Hong Kong has raised property value limits for mortgage insurance and eased debt rules for first-time home buyers, which will allow them to buy more expensive homes.
The move drew mixed reaction as to whether it can stabilise high housing prices in the city, and prompted Citibank to warn that the looser debt rules could expose the banking system to asset quality risk.
First-time home buyers can now buy property valued at up to HK$8 million (US$1.02 million) in order to obtain a 90% loan under the Hong Kong Mortgage Corporation’s mortgage insurance programme, and up to HK$10 million for an 80% loan. The previous limits were HK$4 million and HK6 million, respectively.
The government-owned mortgage agency insures mortgage loans extended by banks, which can only lend to home buyers who have the insurance.

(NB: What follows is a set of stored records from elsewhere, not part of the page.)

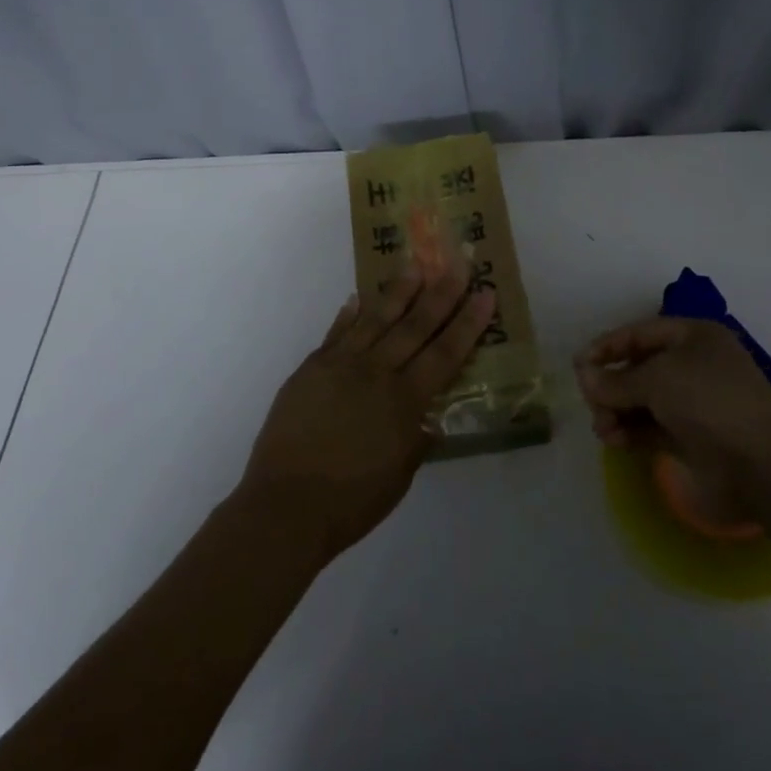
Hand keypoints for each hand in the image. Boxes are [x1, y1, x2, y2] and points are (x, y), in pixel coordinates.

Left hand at [237, 252, 495, 561]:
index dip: (468, 322)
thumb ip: (416, 441)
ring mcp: (340, 366)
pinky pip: (336, 334)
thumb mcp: (399, 477)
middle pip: (415, 325)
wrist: (285, 506)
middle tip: (458, 264)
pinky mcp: (311, 369)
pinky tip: (358, 298)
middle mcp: (376, 373)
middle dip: (441, 293)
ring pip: (376, 319)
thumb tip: (427, 420)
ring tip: (415, 266)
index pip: (445, 352)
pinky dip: (348, 314)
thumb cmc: (351, 502)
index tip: (485, 292)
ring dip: (398, 292)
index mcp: (405, 401)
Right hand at [575, 318, 770, 508]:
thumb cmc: (709, 401)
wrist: (763, 464)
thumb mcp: (656, 379)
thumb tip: (583, 377)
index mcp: (693, 337)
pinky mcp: (693, 439)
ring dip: (617, 412)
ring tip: (603, 429)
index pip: (639, 333)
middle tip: (590, 402)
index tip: (578, 365)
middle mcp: (694, 365)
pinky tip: (614, 441)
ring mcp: (695, 404)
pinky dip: (631, 432)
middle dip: (611, 385)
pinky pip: (652, 428)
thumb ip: (615, 380)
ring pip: (643, 401)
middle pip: (639, 368)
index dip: (607, 346)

The government has also waived the 50% debt-to-income ratio requirement for first-time buyers, which means their monthly mortgage repayments can exceed half their salaries.
Hong Kong Chief Executive Carrie Lam announced the easier rules in her annual policy address on October 16, when they became effective, in a move to address housing needs in the city.
The new measures have already prompted some sellers to raise house prices but it’s unlikely to create a property market bubble, according to Terence Chong, associate professor of economics and executive director of Hong Kong’s Lau Chor Tak Institute of Global Economics and Finance.
“Only a small group of middle-class buyers benefit from the policy…They should have sufficient financial power to withstand the market impact even if the economic situation goes wrong,” Mr. Lau tells Asia Asset Management (AAM).
Shortage of land has driven up house prices in Hong Kong over the years. US urban planning consultancy Demographia has ranked Hong Kong as the world’s least affordable property market every year since 2002.
The Centa-City Leading Index, which mirrors residential property prices, hit a record high 190 points in June.
The index has dropped 4% since then because of the ongoing social unrest in Hong Kong and the US-China trade war, says Paul Tang, chief economist of Bank of East Asia, who expects the new measures to “help slow down its downside correction”.
But any increase in prices may be temporary, according to Patrick Ma, director for listed products and research at Hong Kong’s Admiral Investment.
Mr. Ma tells AAM that the property market “has entered into a downward cycle” and “potential buyers will seriously consider their affordability before moving into the market”.
Meanwhile, Citibank is warning about the risks that could arise from loosening the debt-to-income requirement.
It “would make the banking system more vulnerable to asset quality risks, potentially stemming from macro shocks or any property price correction”. Yafei Tian, an equity analyst at the bank, writes in a report on October 16.